There are uncountably many possible shapes in the world, and computers cannot store, represent, and display them all. Instead, one typically discretizes a shape. This means that a shape is constructed of many smaller, simpler sub-shapes, for example, triangles.

A computer can easily store a triangle by storing the locations of each of its corners; a large complex shape can then be represented as a collection of triangles. Traditional discretization approaches like this—named discretization because they turn a shape into a discrete collection of triangles—are powerful in their simplicity, but they have critical drawbacks.

Finding a discretization of a shape in terms of triangles is a difficult and computationally-intensive process, and it is easy to accidentally create an invalid collection of triangles (for example, because it has holes) that is invalid for computational use. Moreover, such a discretization will always be a mere approximation of a true shape, and computations performed on these discretizations can suffer from artifacts introduced by the discretization process.

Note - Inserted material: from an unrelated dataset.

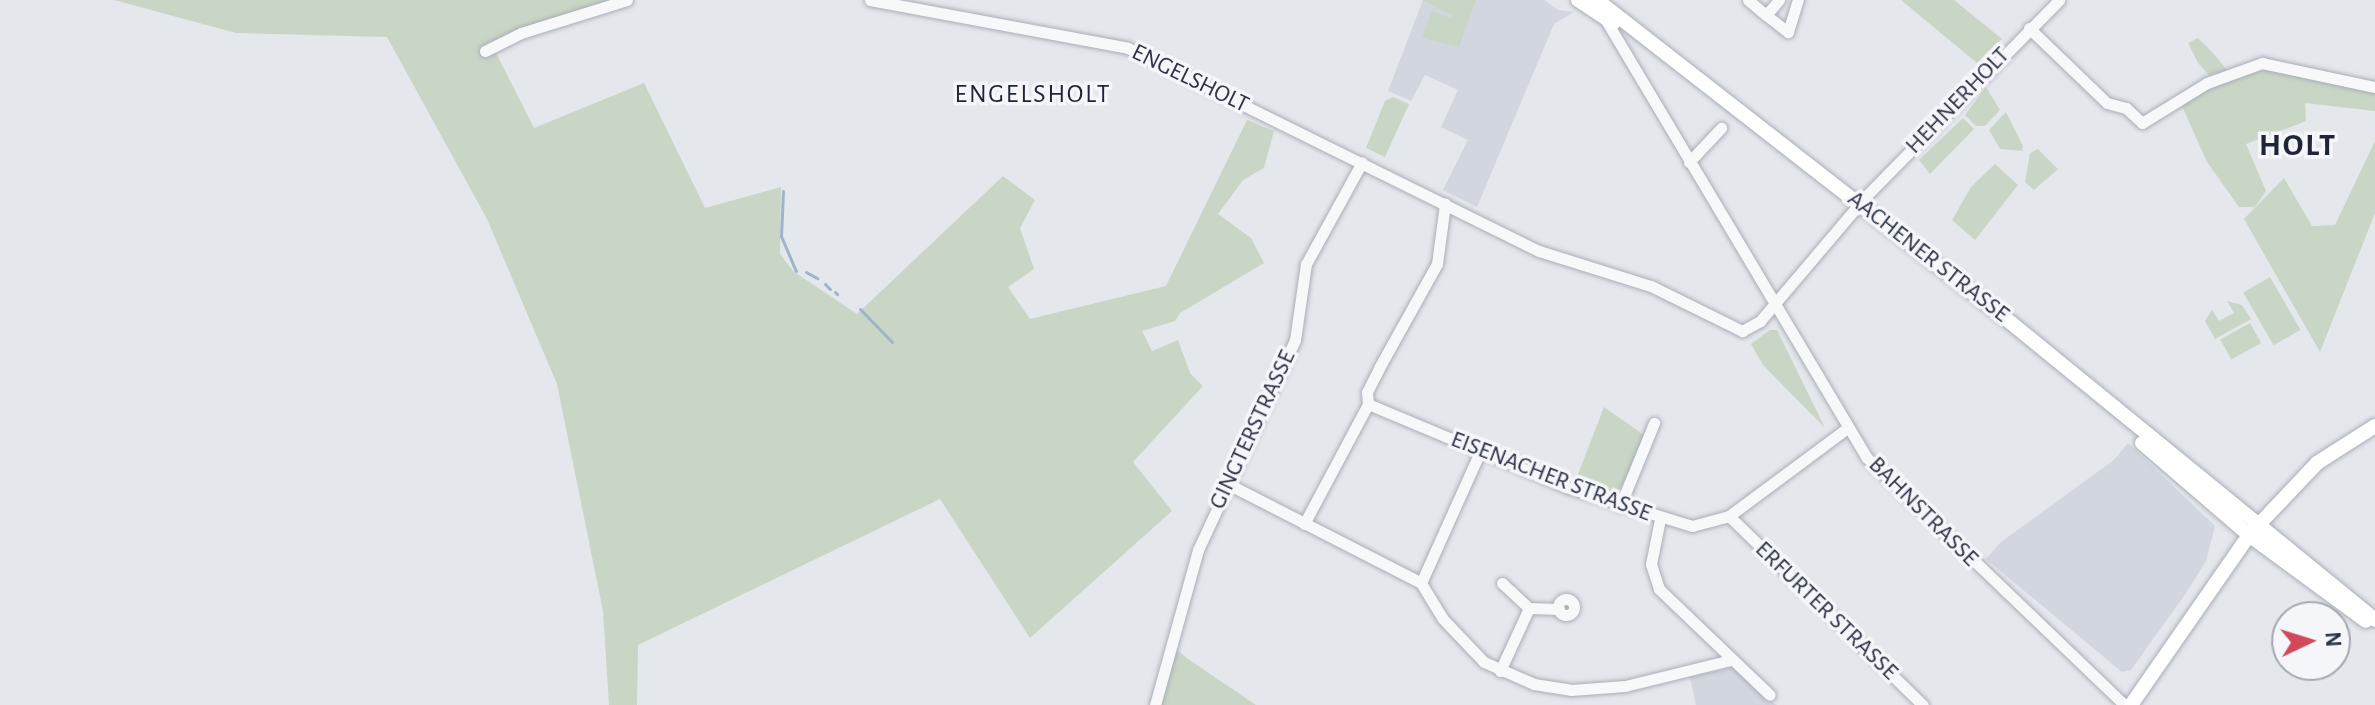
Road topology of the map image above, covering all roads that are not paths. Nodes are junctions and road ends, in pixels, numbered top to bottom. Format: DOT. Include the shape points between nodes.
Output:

Finally, discretizations are often hard to use in modern machine learning applications based on neural networks, because the discretization process is hard to differentiate, an integral step of training a neural network. This project will overcome these problems by developing discretization-free methods for processing shapes on computers. New methods for the animation of computer graphics characters will be developed that circumvent the traditional step of discretizing the interior of a character before an animation can be computed.

The project will also develop discretization-free interpolation methods—when information is given at certain points on a shape (for example, climate readings on isolated weather stations), these methods will be able to interpolate this data over an entire shape for visualization and computation purposes. Lastly, the project will develop discretization-free representations of vector fields, which model data such as hair on a character, wind on the surface of the planet, or electric fields.

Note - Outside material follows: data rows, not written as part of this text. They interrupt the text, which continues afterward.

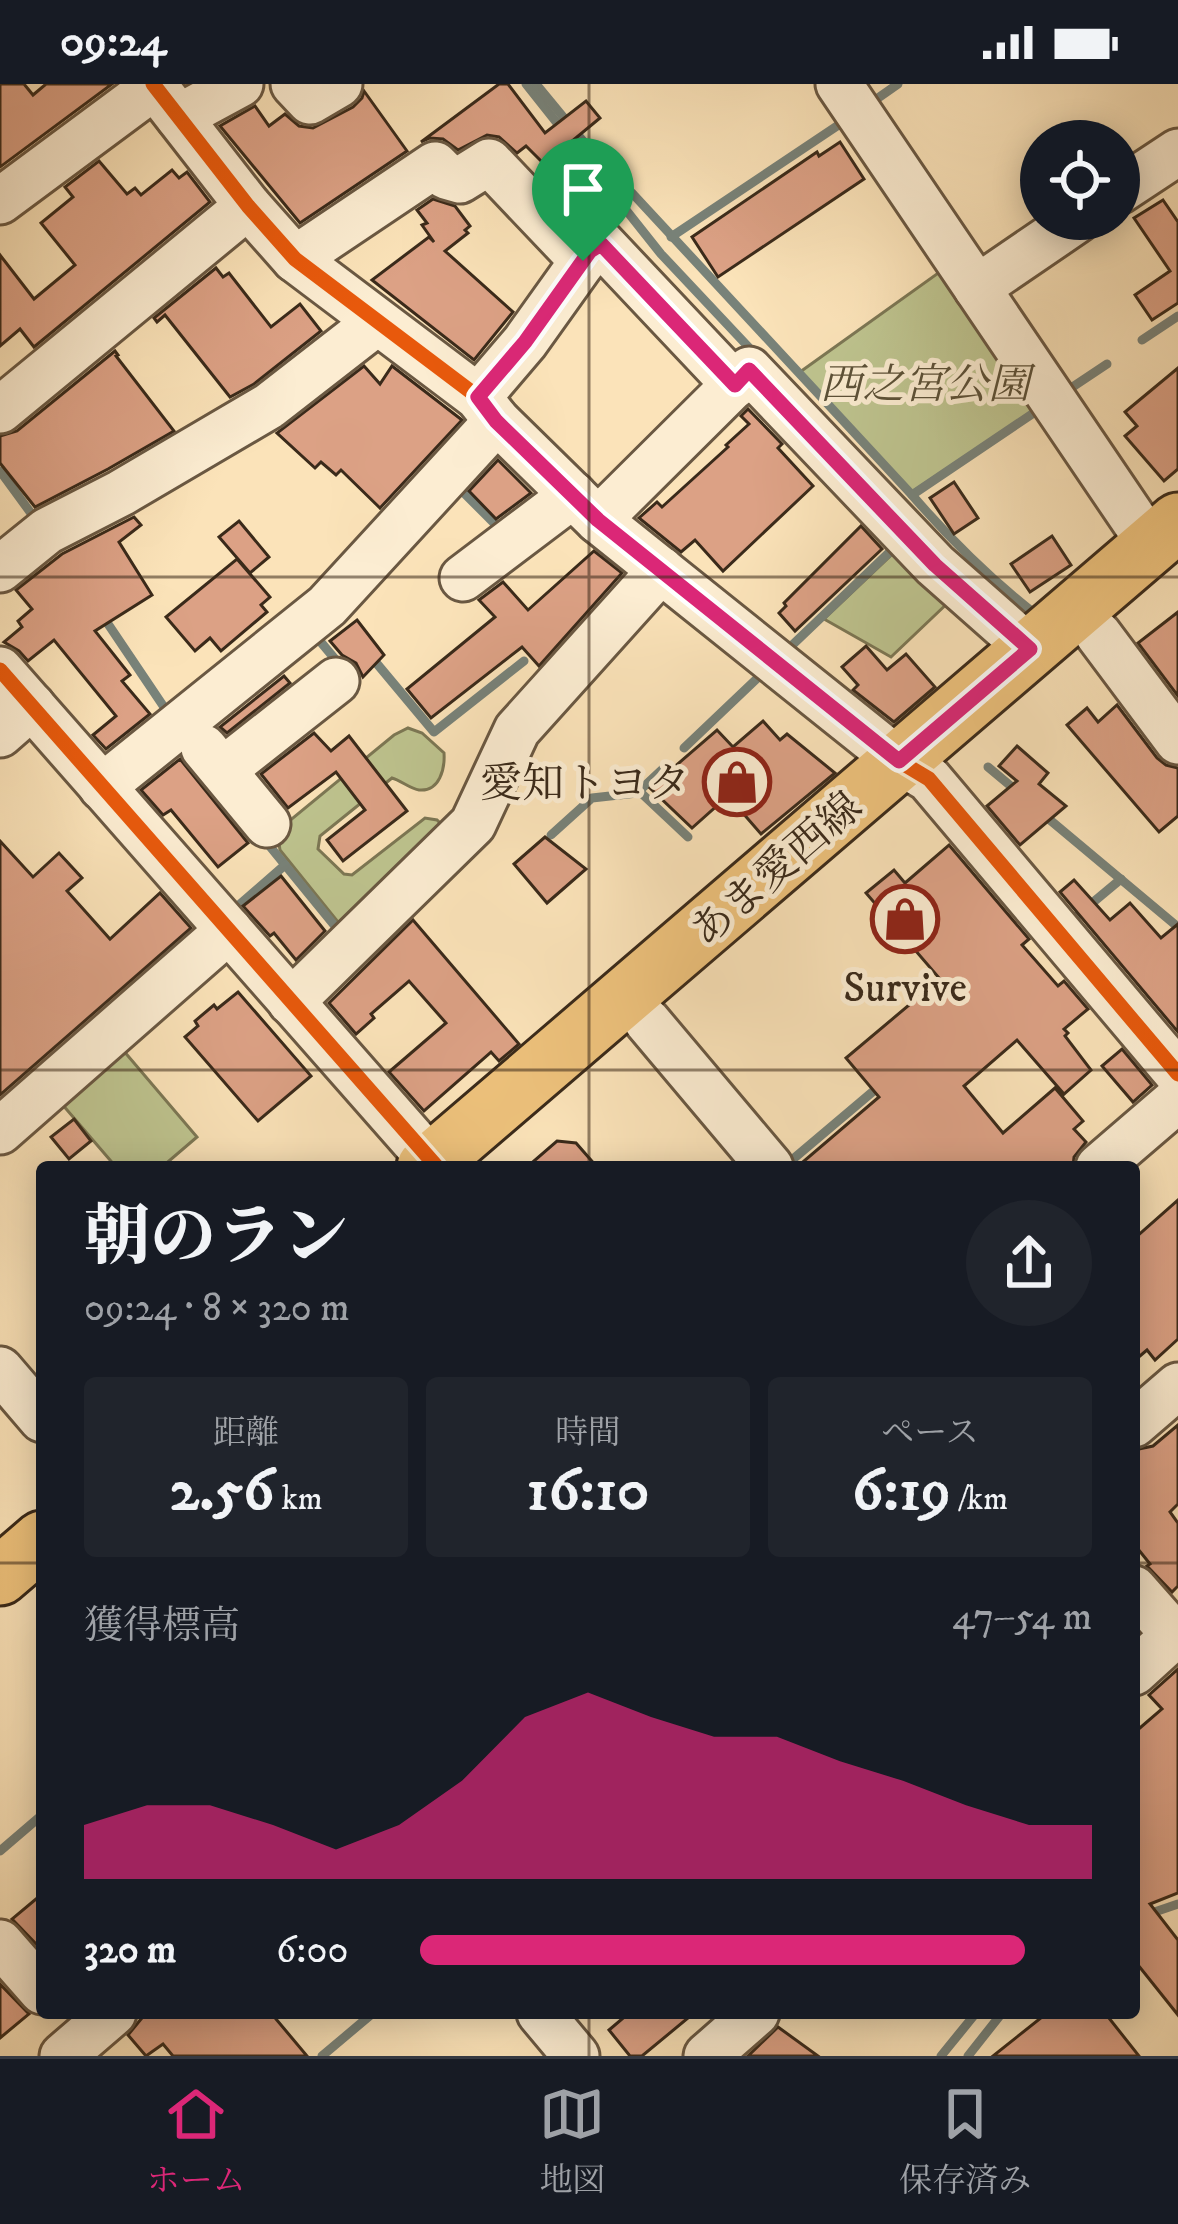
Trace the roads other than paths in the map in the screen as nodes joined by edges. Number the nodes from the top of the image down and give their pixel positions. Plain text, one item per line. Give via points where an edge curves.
1 (241, 84) edge
2 (294, 84) edge
3 (339, 84) edge
4 (839, 84) edge
5 (162, 96) edge
6 (1178, 152) edge
7 (1140, 177) edge
8 (0, 201) edge
9 (248, 206) junction
10 (1047, 240) edge
11 (295, 260) junction
12 (583, 261) junction
13 (977, 288) junction
14 (377, 322) junction
15 (735, 385) junction
16 (487, 409) junction
17 (0, 410) edge
18 (586, 507) junction
19 (1169, 544) edge
20 (0, 569) edge
21 (661, 570) junction
22 (463, 578) dead end
23 (1098, 634) junction
24 (1030, 649) junction
25 (0, 670) edge
26 (336, 680) dead end
27 (16, 720) edge
28 (183, 722) junction
29 (1178, 741) edge
30 (223, 770) junction
31 (914, 770) junction
32 (102, 787) junction
33 (266, 824) dead end
34 (229, 930) junction
35 (291, 1002) junction
36 (647, 1021) junction
37 (1178, 1074) edge
38 (1178, 1099) edge
39 (0, 1131) edge
40 (438, 1161) edge
41 (449, 1161) edge
42 (450, 1161) edge
43 (765, 1161) edge
44 (1106, 1161) edge
45 (0, 1370) edge
46 (1178, 1386) edge
47 (36, 1412) edge
48 (1140, 1419) edge
49 (36, 1501) edge
50 (0, 1532) edge
51 (36, 1545) edge
52 (0, 1576) edge
53 (1140, 1595) edge
54 (1177, 1635) edge
55 (1140, 1667) edge
56 (0, 1943) edge
57 (36, 1984) edge
58 (545, 2019) edge
59 (749, 2019) edge
60 (576, 2056) edge
61 (707, 2056) edge

1 - 5 street
2 - 3 street via 310,101
4 - 13 street
5 - 8 street
5 - 9 street
6 - 7 street
9 - 11 street
9 - 17 street
10 - 13 street
11 - 12 street via 435,165 460,180 490,161
11 - 14 street
12 - 15 street via 601,244
12 - 16 street
13 - 19 street
14 - 16 street
14 - 20 street via 269,406 46,531
15 - 18 street
15 - 24 street via 749,370 935,565
16 - 18 street
16 - 28 street via 327,606
18 - 21 street
18 - 22 street
19 - 23 main road, あま愛西線
19 - 24 main road, あま愛西線
21 - 31 street
21 - 35 street via 517,730 473,824
23 - 29 street
23 - 31 main road, あま愛西線
24 - 31 main road, あま愛西線
25 - 27 street
26 - 30 street
27 - 32 street
28 - 30 street
28 - 32 street
30 - 33 street
31 - 36 main road, あま愛西線
31 - 37 street
31 - 41 main road, あま愛西線
32 - 34 street
34 - 35 street
34 - 39 street
35 - 40 street
36 - 42 main road, あま愛西線
36 - 43 street
38 - 44 street
45 - 47 street
46 - 48 street
49 - 50 main road
51 - 52 main road
53 - 54 street
54 - 55 street
56 - 57 street
58 - 60 street
59 - 61 street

The primary outcome of this research will be the development of discretization-free methods that will enable smart geometry methods of the future. Furthermore, these awards will fund the education of graduate students at the Massachusetts Institute of Technology and the University of Southern California.

A broad variety of mathematical, engineering, and application-oriented challenges will be tackled in the course of carrying out this research. In particular, design of robust algorithms for geometry processing requires solution of partial differential equations (PDEs) as well as PDE-constrained optimization problems on curved domains, with nonlinear objective terms and constraints coupling together multiple unknown functions.

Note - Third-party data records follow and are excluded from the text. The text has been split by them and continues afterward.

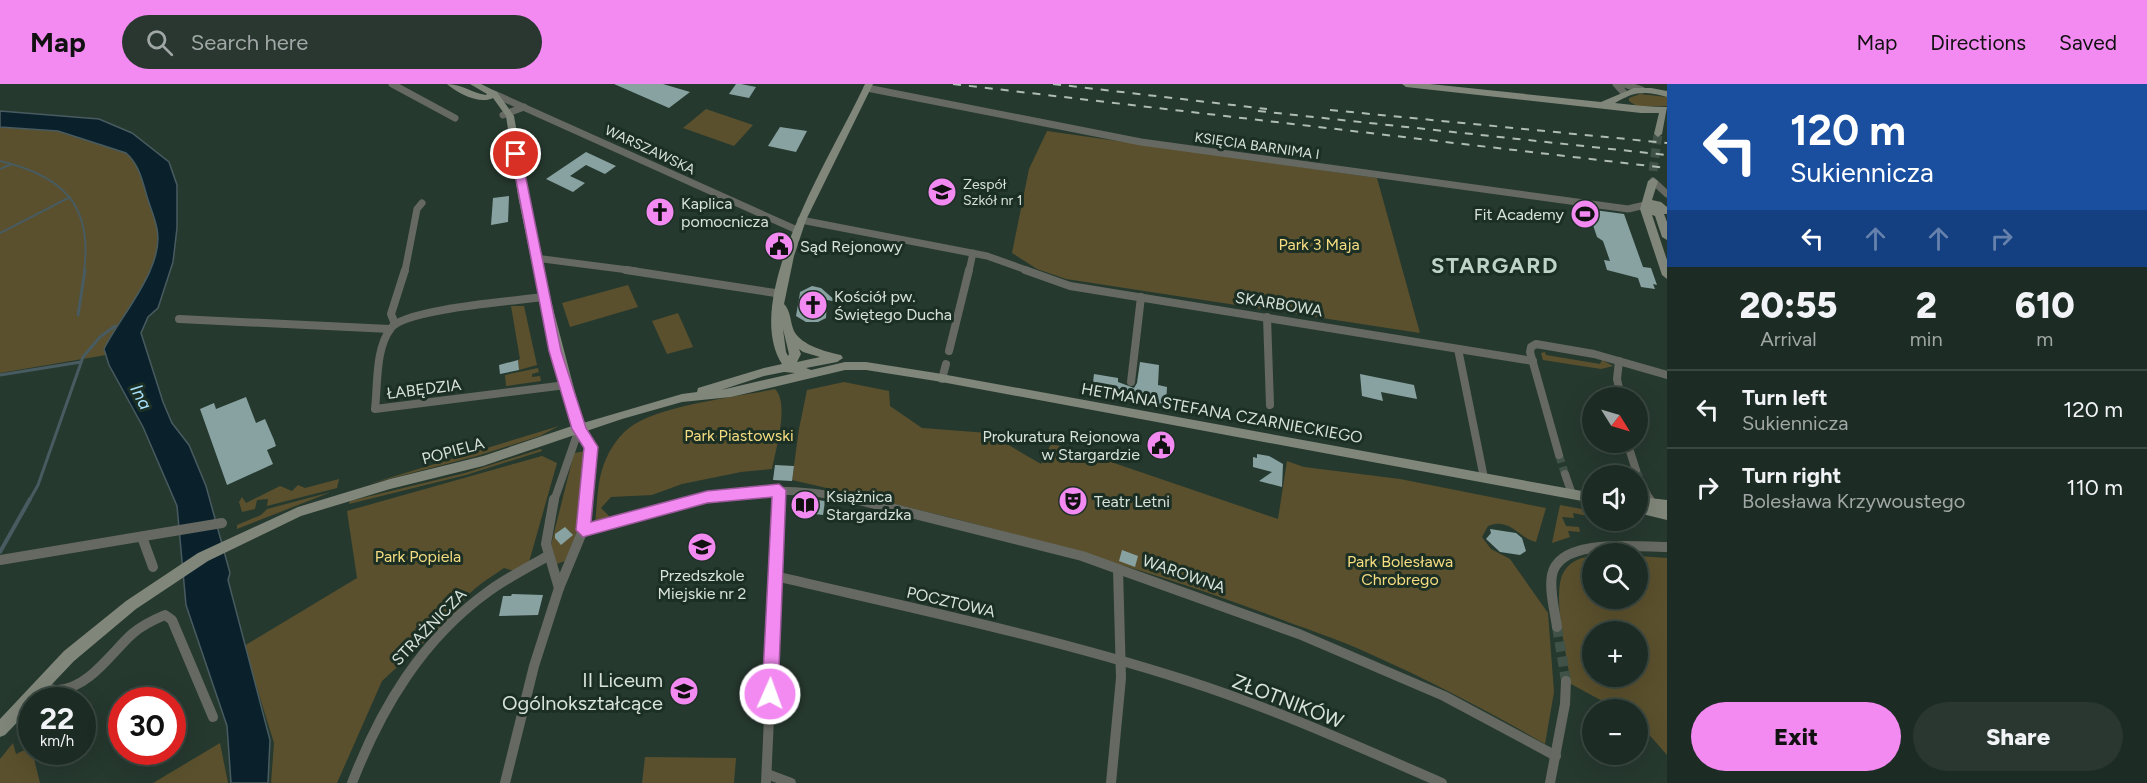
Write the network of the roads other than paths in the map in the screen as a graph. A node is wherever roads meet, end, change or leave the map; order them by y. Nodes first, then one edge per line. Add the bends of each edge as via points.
1 (392, 84) edge
2 (451, 84) edge
3 (474, 84) edge
4 (1406, 84) edge
5 (1616, 84) edge
6 (868, 86) edge
7 (1624, 91) edge
8 (1667, 92) edge
9 (493, 94) junction
10 (475, 96) junction
11 (1592, 104) junction
12 (524, 107) junction
13 (1638, 109) junction
14 (1666, 111) edge
15 (506, 114) junction
16 (455, 118) dead end
17 (1653, 176) junction
18 (1667, 194) edge
19 (422, 203) dead end
20 (1645, 205) junction
21 (1663, 208) edge
22 (800, 222) junction
23 (1667, 237) edge
24 (974, 253) junction
25 (535, 258) junction
26 (1667, 275) edge
27 (782, 296) junction
28 (543, 297) junction
29 (1141, 297) junction
30 (1267, 317) junction
31 (179, 319) dead end
32 (393, 327) junction
33 (791, 336) junction
34 (1458, 349) junction
35 (778, 351) junction
36 (949, 351) dead end
37 (837, 358) junction
38 (1533, 361) junction
39 (1619, 361) junction
40 (946, 364) dead end
41 (866, 366) junction
42 (788, 367) junction
43 (812, 373) junction
44 (1667, 375) edge
45 (764, 378) junction
46 (942, 379) junction
47 (1131, 382) dead end
48 (566, 385) junction
49 (1619, 387) edge
50 (1270, 405) dead end
51 (579, 429) junction
52 (1559, 455) tunnel mouth
53 (1565, 474) tunnel mouth
54 (1484, 478) junction
55 (779, 490) junction
56 (1572, 494) junction
57 (1582, 495) edge
58 (1648, 504) edge
59 (1667, 505) edge
60 (1648, 507) edge
61 (1667, 515) edge
62 (222, 523) dead end
63 (583, 530) junction
64 (142, 537) junction
65 (1667, 548) edge
66 (1582, 549) edge
67 (1648, 549) edge
68 (1648, 550) edge
69 (1667, 553) edge
70 (548, 556) junction
71 (0, 560) edge
72 (153, 567) dead end
73 (1118, 569) junction
74 (775, 576) junction
75 (559, 588) junction
76 (1557, 627) tunnel mouth
77 (1119, 660) junction
78 (1566, 681) tunnel mouth
79 (39, 687) edge
80 (72, 687) edge
81 (18, 710) edge
82 (213, 717) dead end
83 (0, 730) edge
84 (1556, 756) junction
85 (766, 779) edge
86 (352, 783) edge
87 (505, 783) edge
88 (791, 783) edge
89 (1111, 783) edge
90 (1442, 783) edge
91 (1550, 783) edge

1 - 16 street
2 - 10 main road
3 - 9 main road, WARSZAWSKA
4 - 11 main road
5 - 7 street
6 - 20 street, KSIĘCIA BARNIMA I via 1061,128 1163,145 1628,209
6 - 22 main road
7 - 8 main road
7 - 11 main road via 1614,103
7 - 13 main road via 1623,101
9 - 10 main road via 486,99
9 - 12 street, WARSZAWSKA
9 - 15 main road
10 - 15 main road
11 - 13 main road
12 - 15 street
12 - 22 street, WARSZAWSKA
13 - 14 main road
13 - 14 main road via 1658,129
15 - 25 main road
17 - 18 street
17 - 20 main road
17 - 21 main road
19 - 32 street, ŁABĘDZIA via 417,209 404,275 390,314
20 - 21 main road
20 - 26 main road
21 - 23 main road
22 - 24 street, SKARBOWA
22 - 27 main road
24 - 29 street, SKARBOWA via 1058,283
24 - 36 street
25 - 27 street
25 - 28 main road
27 - 33 main road
27 - 35 main road via 776,326
28 - 32 street via 418,314
28 - 48 main road
29 - 30 street, SKARBOWA
29 - 47 street
30 - 34 street, SKARBOWA
30 - 50 street
31 - 32 street
32 - 48 street, ŁABĘDZIA via 382,347 375,409
33 - 37 main road via 811,350
33 - 42 main road via 795,357
34 - 38 street, SKARBOWA
34 - 54 street
35 - 42 main road
35 - 45 main road
37 - 41 main road
37 - 42 main road, POPIELA
38 - 39 street via 1531,346 1536,344
38 - 52 street
39 - 44 street
39 - 49 street
40 - 46 street
41 - 43 main road, POPIELA
41 - 46 main road, HETMANA STEFANA CZARNIECKIEGO
42 - 43 main road
42 - 45 main road, POPIELA
43 - 45 main road, POPIELA via 795,378
45 - 51 main road, POPIELA via 731,393 682,398
46 - 54 main road, HETMANA STEFANA CZARNIECKIEGO
48 - 51 main road
51 - 63 street via 592,453
51 - 70 street via 549,520
51 - 79 main road, POPIELA via 483,461 298,512 234,541 157,587 104,627
53 - 56 street
54 - 56 main road, HETMANA STEFANA CZARNIECKIEGO
55 - 63 street, WAROWNA via 707,497
55 - 73 street, WAROWNA via 798,490 993,531
55 - 74 street
56 - 57 main road, HETMANA STEFANA CZARNIECKIEGO
58 - 59 main road
60 - 61 main road
62 - 64 street
63 - 75 street
64 - 71 street
64 - 72 street
65 - 67 street
66 - 76 street via 1571,552 1557,564 1552,576
68 - 69 street
70 - 75 street
70 - 86 street, STRAŻNICZA via 483,595 418,658 391,696
73 - 77 street
73 - 84 street, WAROWNA via 1394,673
74 - 77 street, POCZTOWA
74 - 85 street
75 - 87 street via 534,666
77 - 89 street via 1121,678
77 - 90 street, ZŁOTNIKÓW via 1263,709
78 - 84 street
80 - 82 street via 144,624 165,615 172,620
81 - 83 main road, POPIELA
84 - 91 street
85 - 88 street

The key hypothesis in this work is that neural function representations are well-suited to geometry processing applications, since they are smooth, capable of representing a broad variety of functions, easily differentiable, and compatible with modern machine learning representations, but they will need to be tailored to the needs of this application by making them conform to input geometries and constraints of geometry processing problems. To accomplish this broad goal, the project is divided into three thrusts reflecting applications described in the previous paragraph.

As a model problem for animation problems, custom fields will be used to optimize for skinning weights on volumes, a key computational challenge in pipelines for 3D deformation. Extending to cage-based animation, more complex constraints will then be added to the neural fields for geometry processing by considering the problem of optimizing for generalized barycentric coordinates, whose reproduction property is not well-captured by standard machine learning architectures.

Finally, non-scalar problems in geometry processing such as frame field design and geometric flows will be considered for which conventional mesh-based algorithms are numerically stiff. Each thrust of the project centers around practical open problems in computer graphics.

This award reflects NSF's statutory mission and has been deemed worthy of support through evaluation using the Foundation's intellectual merit and broader impacts review criteria.